Dito isto, não ser simplesmente mais um vivente, sobrevivente deste mundo comandado por ideologias que retiram do homem a capacidade de ser, extraindo-lhe o direito a criar e recriar sua própria vida, tornando-o um número, um nada. Fingindo liberdade e autonomia, contudo, pensando igual aos outros tantos como ele, medíocres donos de vidas medíocres. Liberdade, mesmo que selvagemente renegado por Foucault às pessoas que imaginam ser possível sua existência, é deliciosamente saboreada, mesmo que em pequenos pedaços. Extasiasticamente percebida como um maravilhoso perfume, contido minimamente num pequeno frasco. E como instrumento de liberdade, nosso pensamento é a única coisa que não pode ser tocada, exceto quando nós mesmos permitimos que isto aconteça. logo, somos nós os únicos responsáveis por nossas prisões, pelo nosso cativeiro. Confirmando o pensamento de Weber, que condena a nossa sociedade, a sociedade moderna, definindo-a como um cárcere, assim como as pessoas que nela vivem são moldadas pelas barras desta cadeia: “Seres sem espírito, sem coração, … sem ser”. Contrapondo à este pensamento, moldado por esta volátil atmosfera modernista/consumista, onde o homem, pensando individualmente, não de forma individual e única, porém individual, segundo padrões já pré estabelecidos, é importante que reneguemos tais condutas. Condutas estas, individualmente vazias, porém cheia de medos, pânicos e pavores. Medo de agir, de ser; pânico de encontrar-se a si próprio; pavor de expor-se, de demonstrar a própria identidade, a vontade e desejos.
É costume em nossa cultura denominarmos de loucura as realizações que não se encaixam em nossos padrões de “normalidade”. No entanto, essa loucura nos fascina, ao mesmo tempo em que nos denuncia os desejos encobertos e recalcados, e que por isso mesmo condenamos – projetados que são – nos comportamentos desses “loucos”. Mas reconhecemos, apesar de tudo, que esta loucura é um saber.

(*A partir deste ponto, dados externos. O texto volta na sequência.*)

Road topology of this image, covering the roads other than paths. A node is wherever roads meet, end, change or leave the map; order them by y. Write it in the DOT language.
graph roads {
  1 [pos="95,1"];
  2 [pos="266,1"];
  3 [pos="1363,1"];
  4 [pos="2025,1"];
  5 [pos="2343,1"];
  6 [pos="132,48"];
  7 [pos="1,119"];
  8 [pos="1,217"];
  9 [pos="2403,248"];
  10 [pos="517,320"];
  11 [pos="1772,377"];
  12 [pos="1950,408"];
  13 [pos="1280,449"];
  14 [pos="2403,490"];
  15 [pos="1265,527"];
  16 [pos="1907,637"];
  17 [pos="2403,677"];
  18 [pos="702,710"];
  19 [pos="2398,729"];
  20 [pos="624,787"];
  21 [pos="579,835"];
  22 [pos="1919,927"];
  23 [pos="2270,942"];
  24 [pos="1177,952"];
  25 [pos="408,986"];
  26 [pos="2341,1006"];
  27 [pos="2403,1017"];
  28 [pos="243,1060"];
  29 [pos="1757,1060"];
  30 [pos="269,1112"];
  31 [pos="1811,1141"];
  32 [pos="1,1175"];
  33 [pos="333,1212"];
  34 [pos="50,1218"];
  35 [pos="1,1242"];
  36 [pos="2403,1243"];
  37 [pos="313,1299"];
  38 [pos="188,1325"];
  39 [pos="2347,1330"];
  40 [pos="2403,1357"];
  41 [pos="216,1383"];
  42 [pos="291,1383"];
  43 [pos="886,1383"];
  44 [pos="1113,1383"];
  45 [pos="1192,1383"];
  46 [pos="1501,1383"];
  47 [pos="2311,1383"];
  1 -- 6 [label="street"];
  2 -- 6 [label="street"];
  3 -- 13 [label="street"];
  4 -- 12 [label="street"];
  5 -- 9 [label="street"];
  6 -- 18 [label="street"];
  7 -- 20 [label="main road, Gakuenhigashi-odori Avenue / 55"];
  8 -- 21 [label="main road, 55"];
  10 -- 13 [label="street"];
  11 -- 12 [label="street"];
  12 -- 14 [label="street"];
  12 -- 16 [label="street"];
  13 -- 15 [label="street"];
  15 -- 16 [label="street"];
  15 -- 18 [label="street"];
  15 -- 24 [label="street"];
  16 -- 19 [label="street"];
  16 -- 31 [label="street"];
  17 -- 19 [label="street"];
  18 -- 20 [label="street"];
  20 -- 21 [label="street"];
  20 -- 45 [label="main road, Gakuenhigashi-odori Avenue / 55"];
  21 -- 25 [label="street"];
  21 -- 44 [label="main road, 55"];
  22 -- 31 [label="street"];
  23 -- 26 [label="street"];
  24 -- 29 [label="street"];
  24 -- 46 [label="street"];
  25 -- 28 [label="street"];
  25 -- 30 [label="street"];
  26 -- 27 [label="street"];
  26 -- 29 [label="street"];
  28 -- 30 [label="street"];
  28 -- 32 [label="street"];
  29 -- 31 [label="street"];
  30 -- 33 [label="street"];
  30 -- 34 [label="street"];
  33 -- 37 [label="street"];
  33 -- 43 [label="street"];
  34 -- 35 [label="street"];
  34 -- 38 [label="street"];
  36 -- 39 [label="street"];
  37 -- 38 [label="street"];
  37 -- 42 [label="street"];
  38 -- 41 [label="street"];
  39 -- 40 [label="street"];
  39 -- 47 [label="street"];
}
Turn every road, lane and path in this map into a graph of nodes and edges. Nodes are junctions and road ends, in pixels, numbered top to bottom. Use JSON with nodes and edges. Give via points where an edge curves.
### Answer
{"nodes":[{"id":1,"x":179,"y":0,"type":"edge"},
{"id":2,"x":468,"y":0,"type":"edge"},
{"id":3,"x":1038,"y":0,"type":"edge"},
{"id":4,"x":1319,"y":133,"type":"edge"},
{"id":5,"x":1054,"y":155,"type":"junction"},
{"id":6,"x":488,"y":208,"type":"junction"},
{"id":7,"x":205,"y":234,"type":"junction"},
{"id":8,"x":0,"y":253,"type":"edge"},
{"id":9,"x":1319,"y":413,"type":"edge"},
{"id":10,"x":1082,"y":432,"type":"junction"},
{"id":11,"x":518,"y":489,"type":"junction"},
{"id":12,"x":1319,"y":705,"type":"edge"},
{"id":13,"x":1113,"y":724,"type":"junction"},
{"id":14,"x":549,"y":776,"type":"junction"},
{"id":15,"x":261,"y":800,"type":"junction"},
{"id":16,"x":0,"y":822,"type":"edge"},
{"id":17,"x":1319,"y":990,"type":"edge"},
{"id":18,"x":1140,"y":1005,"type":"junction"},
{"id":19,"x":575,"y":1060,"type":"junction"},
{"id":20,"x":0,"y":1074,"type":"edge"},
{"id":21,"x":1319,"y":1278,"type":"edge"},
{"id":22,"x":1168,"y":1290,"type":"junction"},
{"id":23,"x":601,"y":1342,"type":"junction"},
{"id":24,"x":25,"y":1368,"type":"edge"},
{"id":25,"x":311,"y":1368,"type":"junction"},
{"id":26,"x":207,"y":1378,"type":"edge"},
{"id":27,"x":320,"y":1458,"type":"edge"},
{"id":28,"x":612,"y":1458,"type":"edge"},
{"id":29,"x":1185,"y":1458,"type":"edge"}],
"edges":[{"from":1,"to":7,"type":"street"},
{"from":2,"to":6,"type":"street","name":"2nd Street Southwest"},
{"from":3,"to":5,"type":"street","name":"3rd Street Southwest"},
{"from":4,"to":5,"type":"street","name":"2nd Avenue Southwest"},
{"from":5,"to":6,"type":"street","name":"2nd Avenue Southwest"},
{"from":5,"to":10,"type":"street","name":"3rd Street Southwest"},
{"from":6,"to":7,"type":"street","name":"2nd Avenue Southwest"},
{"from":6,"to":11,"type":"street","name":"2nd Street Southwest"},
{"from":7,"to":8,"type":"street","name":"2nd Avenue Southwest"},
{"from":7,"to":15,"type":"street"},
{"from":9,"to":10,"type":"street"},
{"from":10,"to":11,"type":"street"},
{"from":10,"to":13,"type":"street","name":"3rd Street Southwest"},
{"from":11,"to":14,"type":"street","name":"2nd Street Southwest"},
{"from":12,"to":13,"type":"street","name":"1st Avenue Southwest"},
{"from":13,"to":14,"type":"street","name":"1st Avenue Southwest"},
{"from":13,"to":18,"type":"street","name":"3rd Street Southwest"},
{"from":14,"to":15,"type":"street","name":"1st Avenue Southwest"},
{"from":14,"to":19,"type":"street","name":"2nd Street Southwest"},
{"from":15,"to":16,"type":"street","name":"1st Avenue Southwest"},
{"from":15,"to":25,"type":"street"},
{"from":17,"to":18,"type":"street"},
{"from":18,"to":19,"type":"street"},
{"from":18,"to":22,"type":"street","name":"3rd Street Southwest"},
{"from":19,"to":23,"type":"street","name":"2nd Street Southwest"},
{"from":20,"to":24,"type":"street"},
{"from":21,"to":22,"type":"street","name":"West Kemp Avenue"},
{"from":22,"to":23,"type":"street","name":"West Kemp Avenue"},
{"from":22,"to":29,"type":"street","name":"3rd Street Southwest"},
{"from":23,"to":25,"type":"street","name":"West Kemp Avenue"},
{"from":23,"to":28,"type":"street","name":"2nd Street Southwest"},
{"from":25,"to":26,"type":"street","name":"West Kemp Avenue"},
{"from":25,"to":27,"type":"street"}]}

Um saber difícil, sofrido, mágico. Mas, a “sabedoria, como outras matérias preciosas, deve ser arrancada das entranhas da terra”(Cardan). Mas a “entranha da terra” está em nós mesmos. Somos nós mesmos a fonte da sabedoria de nossas vidas. Havemos de ser menos complacentes conosco mesmos, atiçando nossos momentos de criação e ação. Pois, por maiores que sejam nossos delírios, estes, no entanto, já estavam ocultos, submersos (como uma verdade escondida), como uma inacessível, nas entranhas da terra.
Seguindo, então, este caminho, não nos torna difícil perceber que o desejo de voar, liberto das condições pseudo-morais, que muito mais que acorrentar-nos, impossibilitando-nos a criatividade, o prazer de viver e crescer, condena-nos e acusa-nos incapazes, seguidores ineptos de reação, de ideologias e comportamentos pré-programados. Fazendo-nos operadores de suas vontades, encobertas por falsas promessas de felicidade, desvirtuando-nos de nossos verdadeiros caminhos. Com o intuito de tornar-nos vis servidores. Assim, apesar de todas as dificuldades, evidentemente reais e concretas, cumpri-nos embarcar nessa nave. A nave da doce loucura. Que navegando por nossas fantasias e desejos e anseios, transportar-nos-á por sobre os campos da hipocrisia e mentiras, evitando as barreiras da angústia, existencial ou psíquica, elevadas pelas hordas dos brutamontes ideologizantes, provocadores de todas as desgraças mundanas.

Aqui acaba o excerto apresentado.